Our research focuses how brain development is shaped by interactions between the nervous, endocrine and immune systems. We aim to understand the mechanisms that govern normal brain development and lifelong behavior, and how various factors can disrupt this normal development and increase risk for neurodevelopmental disorders, such as autism.

  1. Innate immune cells and sex differences in normal brain development

    Hormones act early in life to produce sex differences in brain architecture, biochemistry, and physiology and to program sex differences in behavior. In this project, we are studying how hormones influence the function and signaling of innate immune cells in the brain, including microglia and mast cells, in brain development. Our current focus is on the role immune cells play in developmental neurogenesis, cell death, and synaptic patterning and related changes in social, affective, and reproductive behaviors throughout life.

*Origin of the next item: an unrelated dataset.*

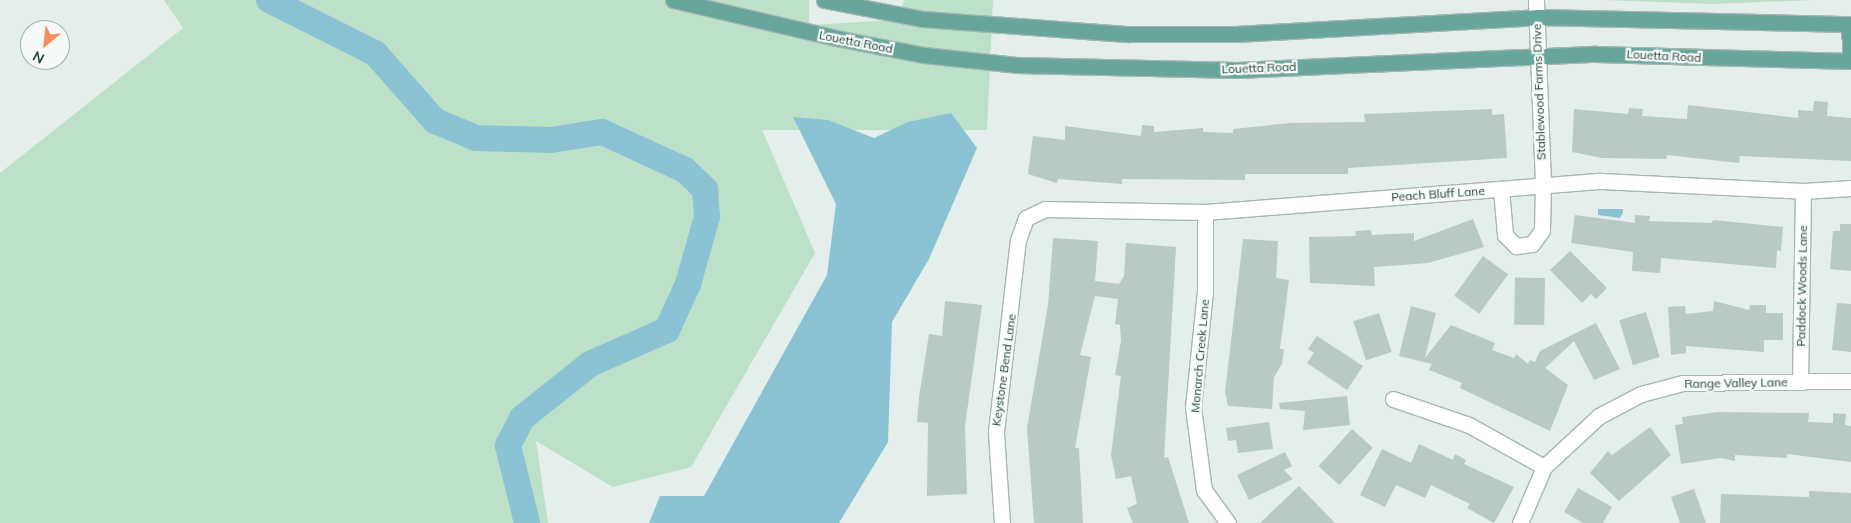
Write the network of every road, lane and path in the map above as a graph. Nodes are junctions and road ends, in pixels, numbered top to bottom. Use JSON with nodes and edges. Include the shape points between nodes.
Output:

  2. Effects of prenatal stress and inflammation on development of brain and behavior

    Prenatal stress and prenatal exposure to inflammation increase risk for many neurodevelopmental disorders, including autism, schizophrenia, ADHD, and bipolar disorder. In this project we seek to determine how maternal stress and/or inflammation during pregnancy acutely alter functioning of the placenta, the developing blood brain barrier and the brain’s immune cells in fetuses during critical periods of brain development. We will correlate changes in fetal tissues to social behavior, impulsivity, hyperactivity, and mood-related changes in later life to determine which fetal changes are predictive of later life behavioral disturbances.

  3. Neuroimmune function during the peripartum period

    In collaboration with Dr. Benedetta Leuner at OSU, we are studying the role of microglia as regulators of brain and behavioral plasticity in females during pregnancy and the postpartum period. We have found robust changes in the neuroimmune environment of the brain over the course of normal pregnancy and extending into the postpartum period. We are now testing whether these changes are necessary for the onset of normal maternal behavior and determining whether hormones of pregnancy are responsible for neuroimmune changes. We are also investigating whether gestational stress, a major risk factor for postpartum depression, perturbs these normal neuroimmune alterations to result in mood-related disturbances and disrupted maternal care in the postpartum period.

Approach:

We use a variety of techniques to ask the research questions above in rodent models, including:

Neuronatomical techniques: Sterological cell counting, Golgi-cox impregnation and cell reconstruction, histological and immunohistochemical staining, tract tracing, traditional and confocal microscopy.
Molecular biology/biochemical analyses: Western blot, qPCR, enzyme activity assay, hormone and neurotransmitter measurements.
Cell culture: Primary cell culture, in vitro pharmacological manipulation, in vitro phagocytosis assays.
Behavioral manipulation and analysis: Manipulations include drug treatment, survival surgery, perinatal stress exposure, maternal deprivation, perinatal immune or allergic challenge. Assessments include maternal behavior, stress reactivity, anxiety and depression tests, social behavior tests, sexual behavior tests.